Premature free() in sftp_readdir_async() #7

Closed
ShapeShifter499 opened this Issue Feb 16, 2016 · 21 comments

Comments

Projects
None yet
3 participants

Hi,

With some help from IRC channel ##networking on Freenode it seems there maybe a bug with how sshfs uses fuse. Maybe with 6a2d06e Someone suggested running sshfs with the flag "-o sync_readdir" and it seems to help with the crash I was experiencing. Log of the original crash below.

[raansu@Y40-80 ~]$ sshfs --version
SSHFS version 2.5
FUSE library version: 2.9.5
fusermount version: 2.9.5
using FUSE kernel interface version 7.19
[raansu@Y40-80 ~]$ uname -a
Linux Y40-80 4.4.1-2-ARCH #1 SMP PREEMPT Wed Feb 3 13:12:33 UTC 2016 x86_64 GNU/Linux
[raansu@Y40-80 ~]$ 
Snippet of following command output is below "gdb --args /usr/bin/sshfs raansu-chromebook@192.168.1.5:/mnt /mnt -o reconnect,debug -C -o workaround=all"

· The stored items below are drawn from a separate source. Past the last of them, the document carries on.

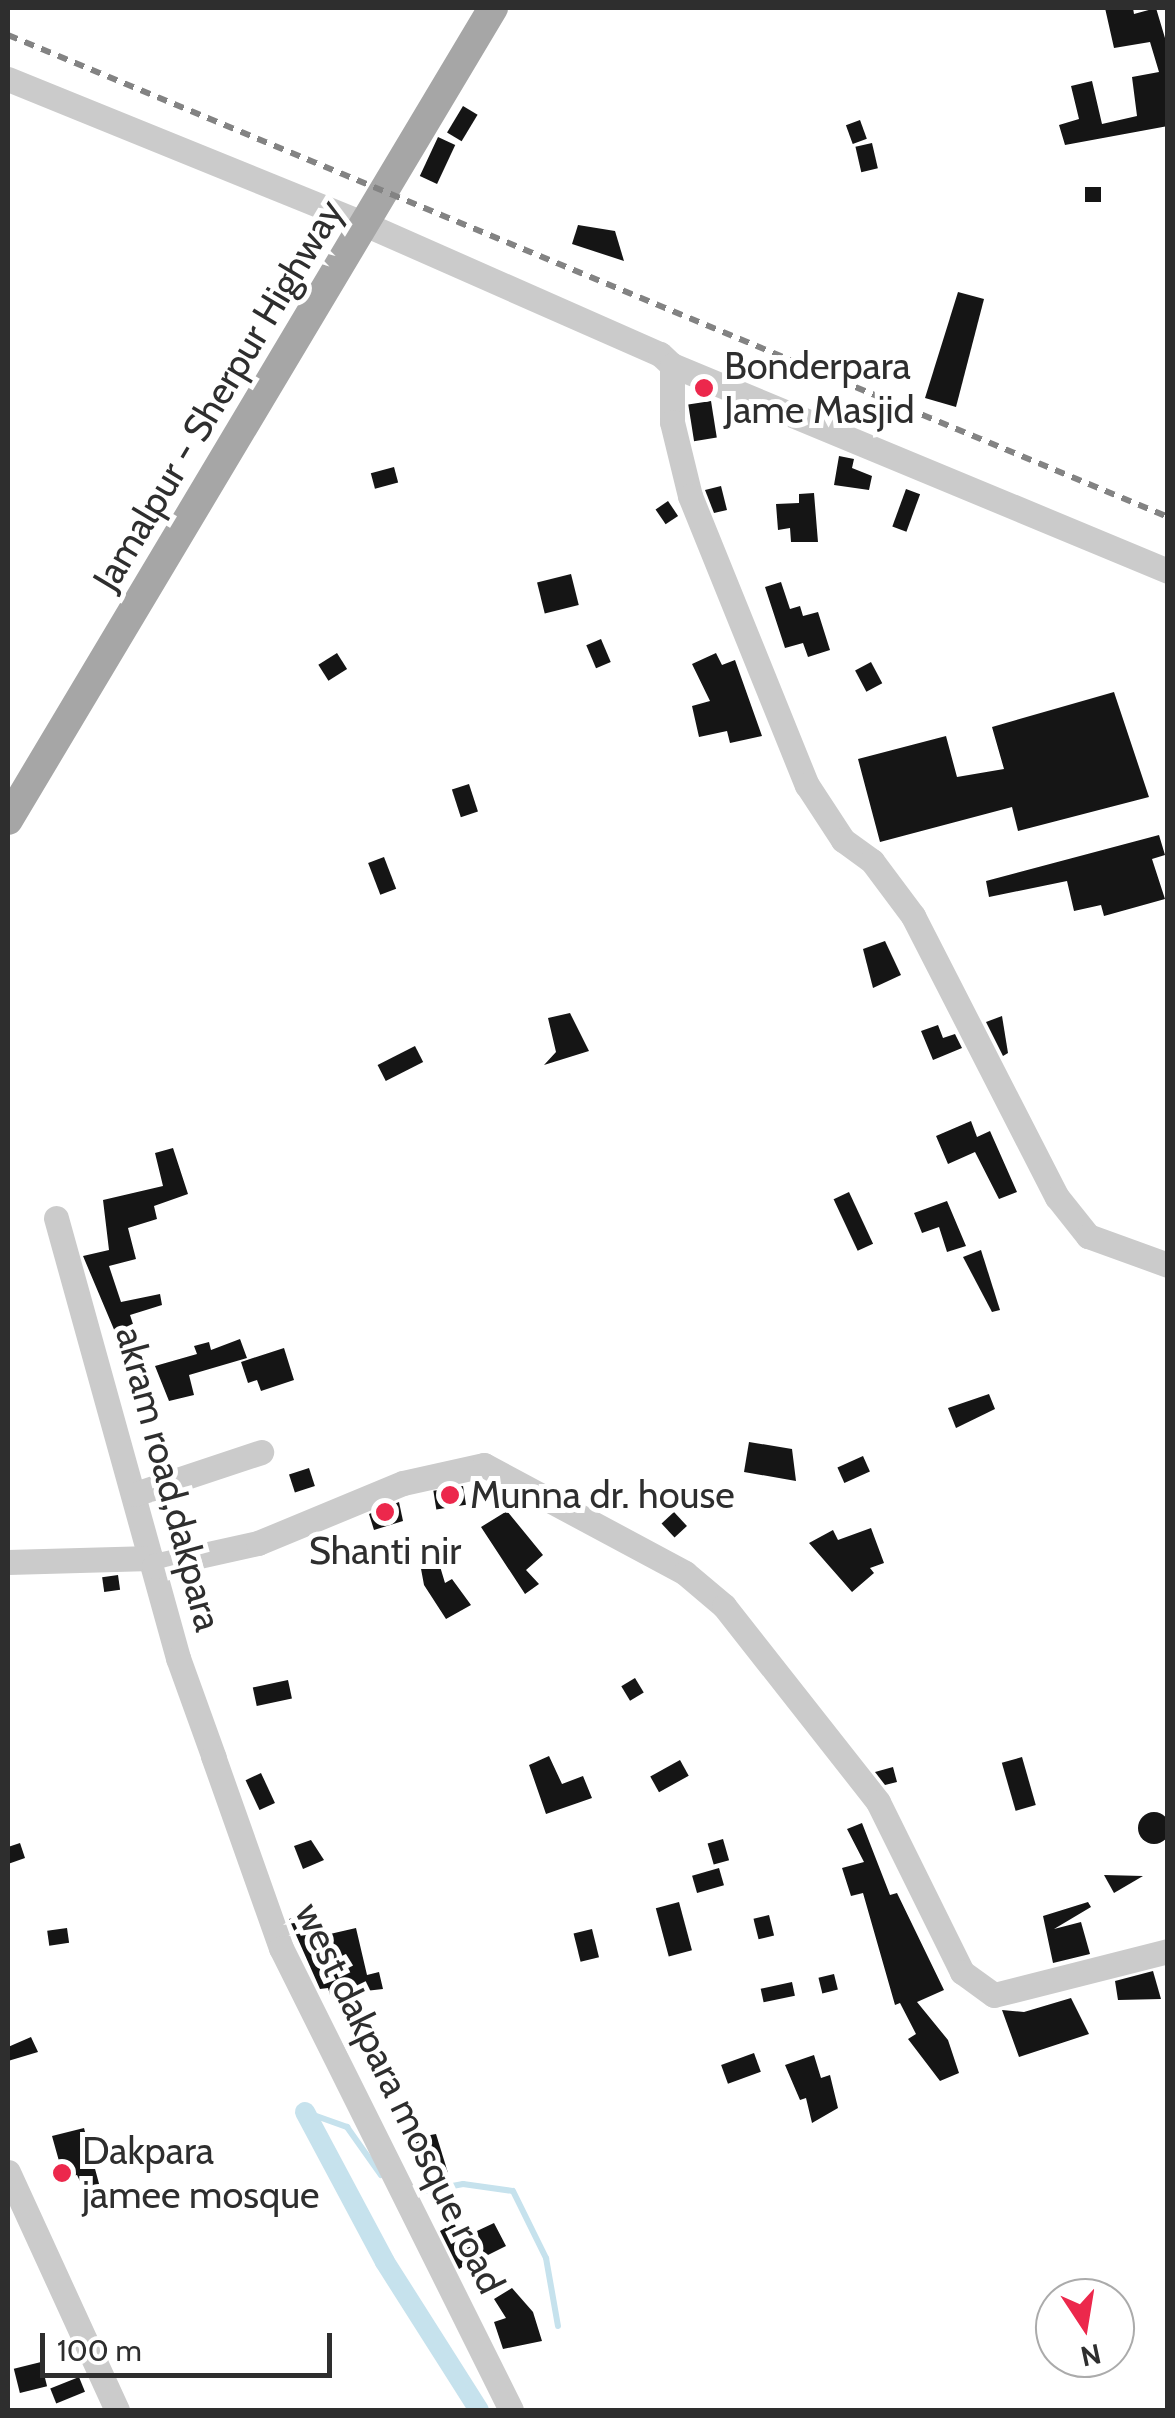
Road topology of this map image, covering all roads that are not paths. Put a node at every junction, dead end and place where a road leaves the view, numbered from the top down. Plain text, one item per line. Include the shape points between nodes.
1 (492, 8) edge
2 (8, 79) edge
3 (368, 225) junction
4 (672, 366) junction
5 (1168, 571) edge
6 (8, 820) edge
7 (56, 1218) dead end
8 (1168, 1266) edge
9 (261, 1452) dead end
10 (135, 1494) junction
11 (8, 1562) edge
12 (152, 1562) junction
13 (213, 1757) joint
14 (1168, 1951) edge
15 (8, 2172) edge
16 (117, 2410) edge
17 (511, 2410) edge

1 - 3 main road, Jamalpur - Sherpur Highway
2 - 3 street
3 - 4 street
3 - 6 main road, Jamalpur - Sherpur Highway
4 - 5 street
4 - 8 street via 672,422 690,496 807,785 843,840 872,862 913,916 1057,1197 1088,1236
7 - 10 street, akram road,dakpara
9 - 10 street
10 - 12 street, akram road,dakpara
11 - 12 street
12 - 13 street, akram road,dakpara
12 - 14 street via 258,1543 454,1467 484,1465 685,1573 724,1606 878,1802 962,1972 994,1995
13 - 17 street, west dakpara mosque road via 280,1948
15 - 16 street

*** Error in `/usr/bin/sshfs': double free or corruption (fasttop): 0x00007fffe8000900 ***
unique: 94124, opcode: READ (15), nodeid: 4, insize: 80, pid: 20076
read[140736549326944] 4096 bytes from 74526720 flags: 0x8002
   read[140736549326944] 4096 bytes from 74526720
   unique: 94124, success, outsize: 4112
======= Backtrace: =========
[backtrace without file names and line numbers snipped]

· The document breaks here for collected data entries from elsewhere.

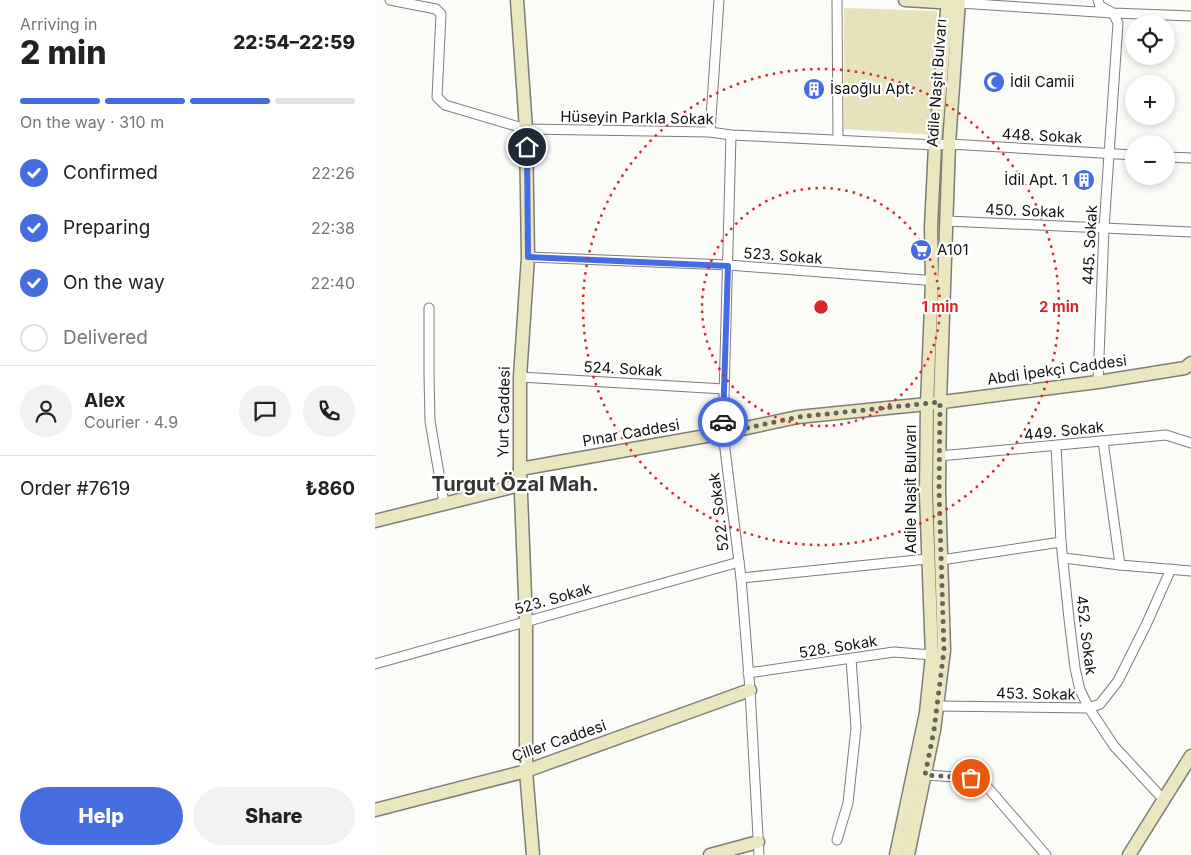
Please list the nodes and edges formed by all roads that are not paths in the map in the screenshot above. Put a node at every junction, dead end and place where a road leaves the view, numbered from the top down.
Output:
1 (390, 0) edge
2 (517, 0) edge
3 (719, 0) edge
4 (837, 0) edge
5 (905, 0) edge
6 (1098, 0) edge
7 (954, 1) edge
8 (1113, 13) junction
9 (1191, 16) edge
10 (527, 129) junction
11 (710, 132) junction
12 (731, 135) junction
13 (837, 139) junction
14 (949, 144) junction
15 (935, 145) junction
16 (1110, 154) junction
17 (1125, 155) edge
18 (1175, 157) edge
19 (1191, 158) edge
20 (947, 221) junction
21 (1103, 228) junction
22 (1191, 232) edge
23 (528, 257) junction
24 (728, 266) junction
25 (932, 281) junction
26 (946, 281) junction
27 (429, 308) dead end
28 (1189, 368) edge
29 (520, 377) junction
30 (1098, 382) junction
31 (724, 389) junction
32 (940, 402) junction
33 (927, 404) junction
34 (723, 433) junction
35 (1103, 442) junction
36 (1191, 443) edge
37 (1056, 446) junction
38 (939, 456) junction
39 (519, 469) junction
40 (520, 485) junction
41 (444, 503) junction
42 (375, 521) edge
43 (1061, 542) junction
44 (927, 558) junction
45 (1064, 558) junction
46 (941, 560) junction
47 (739, 562) junction
48 (1120, 565) junction
49 (1171, 569) junction
50 (1191, 571) edge
51 (741, 578) junction
52 (526, 621) junction
53 (932, 655) junction
54 (851, 659) junction
55 (375, 664) edge
56 (748, 674) junction
57 (750, 690) junction
58 (937, 706) junction
59 (1089, 708) junction
60 (1190, 762) edge
61 (526, 771) junction
62 (925, 775) junction
63 (1163, 799) junction
64 (375, 810) edge
65 (837, 840) dead end
66 (758, 842) junction
67 (533, 855) edge
68 (710, 855) edge
69 (759, 855) edge
70 (896, 855) edge
71 (908, 855) edge
72 (1047, 855) edge
73 (1129, 855) edge

1 - 10 street, Hüseyin Parkla Sokak
2 - 10 street, Yurt Caddesi
3 - 11 street
4 - 13 street
5 - 7 street
6 - 8 street
7 - 8 street
7 - 14 street, Adile Naşit Bulvarı
7 - 15 street, Adile Naşit Bulvarı
8 - 9 street
8 - 16 street, 445. Sokak
10 - 11 street, Hüseyin Parkla Sokak
10 - 23 street, Yurt Caddesi
11 - 12 street, Hüseyin Parkla Sokak
12 - 13 street, Hüseyin Parkla Sokak
12 - 24 street, 522. Sokak
13 - 15 street, Hüseyin Parkla Sokak
14 - 15 street, Hüseyin Parkla Sokak
14 - 16 street, 448. Sokak
14 - 20 street, Adile Naşit Bulvarı
15 - 25 street, Adile Naşit Bulvarı
16 - 17 street, 448. Sokak
16 - 21 street, 445. Sokak
18 - 19 street
20 - 21 street, 450. Sokak
20 - 26 street, Adile Naşit Bulvarı
21 - 22 street, 450. Sokak
21 - 30 street, 445. Sokak
23 - 24 street, 523. Sokak
23 - 29 street, Yurt Caddesi
24 - 25 street, 523. Sokak
24 - 31 street, 522. Sokak
25 - 26 street, 523. Sokak
25 - 33 street, Adile Naşit Bulvarı
26 - 32 street, Adile Naşit Bulvarı
27 - 41 street
28 - 30 street, Abdi İpekçi Caddesi
29 - 31 street, 524. Sokak
29 - 39 street, Yurt Caddesi
30 - 32 street, Abdi İpekçi Caddesi
31 - 34 street, 522. Sokak
32 - 33 street, Abdi İpekçi Caddesi
32 - 38 street, Adile Naşit Bulvarı
33 - 34 street, Pınar Caddesi
33 - 44 street, Adile Naşit Bulvarı
34 - 39 street, Pınar Caddesi
34 - 47 street, 522. Sokak
35 - 36 street, 449. Sokak
35 - 37 street, 449. Sokak
35 - 48 street
37 - 38 street, 449. Sokak
37 - 43 street, 452. Sokak
38 - 46 street, Adile Naşit Bulvarı
39 - 40 street, Yurt Caddesi
40 - 41 street
40 - 52 street, Yurt Caddesi
41 - 42 street
43 - 45 street, 452. Sokak
43 - 46 street
44 - 51 street
44 - 53 street, Adile Naşit Bulvarı
45 - 48 street
45 - 59 street, 452. Sokak
46 - 58 street, Adile Naşit Bulvarı
47 - 51 street, 522. Sokak
47 - 52 street, 523. Sokak
48 - 49 street
49 - 50 street
49 - 59 street, 453. Sokak
51 - 56 street, 522. Sokak
52 - 55 street, 523. Sokak
52 - 61 street, Yurt Caddesi
53 - 54 street, 528. Sokak
53 - 70 street, Adile Naşit Bulvarı
54 - 56 street, 528. Sokak
54 - 65 street
56 - 57 street, 522. Sokak
57 - 61 street, Çiller Caddesi
57 - 66 street, 522. Sokak
58 - 59 street, 453. Sokak
58 - 62 street, Adile Naşit Bulvarı
59 - 63 street, 452. Sokak
60 - 63 street
61 - 64 street, Çiller Caddesi
61 - 67 street, Yurt Caddesi
62 - 71 street, Adile Naşit Bulvarı
62 - 72 street
63 - 73 street
66 - 68 street
66 - 69 street, 522. Sokak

Program received signal SIGABRT, Aborted.
[Switching to Thread 0x7ffff6456700 (LWP 19974)]
0x00007ffff70ff5f8 in raise () from /usr/lib/libc.so.6
(gdb)
Contributor

Nikratio commented Feb 16, 2016

Sorry, that backtrace doesn't contain debugging symbols and is thus pretty much useless. Could you please install non-stripped versions of libfuse and sshfs (the procedure depends on your distribution, but compiling from source should always work)? Ideally, please try to reproduce this when running under valgrind. The problem is that the glibc error only appears long after the damage has been done, valgrind should tell us exactly when things go wrong.

Non stripped? Sorry I'm more of a 'end user' of Linux, would compiling straight from git be enough?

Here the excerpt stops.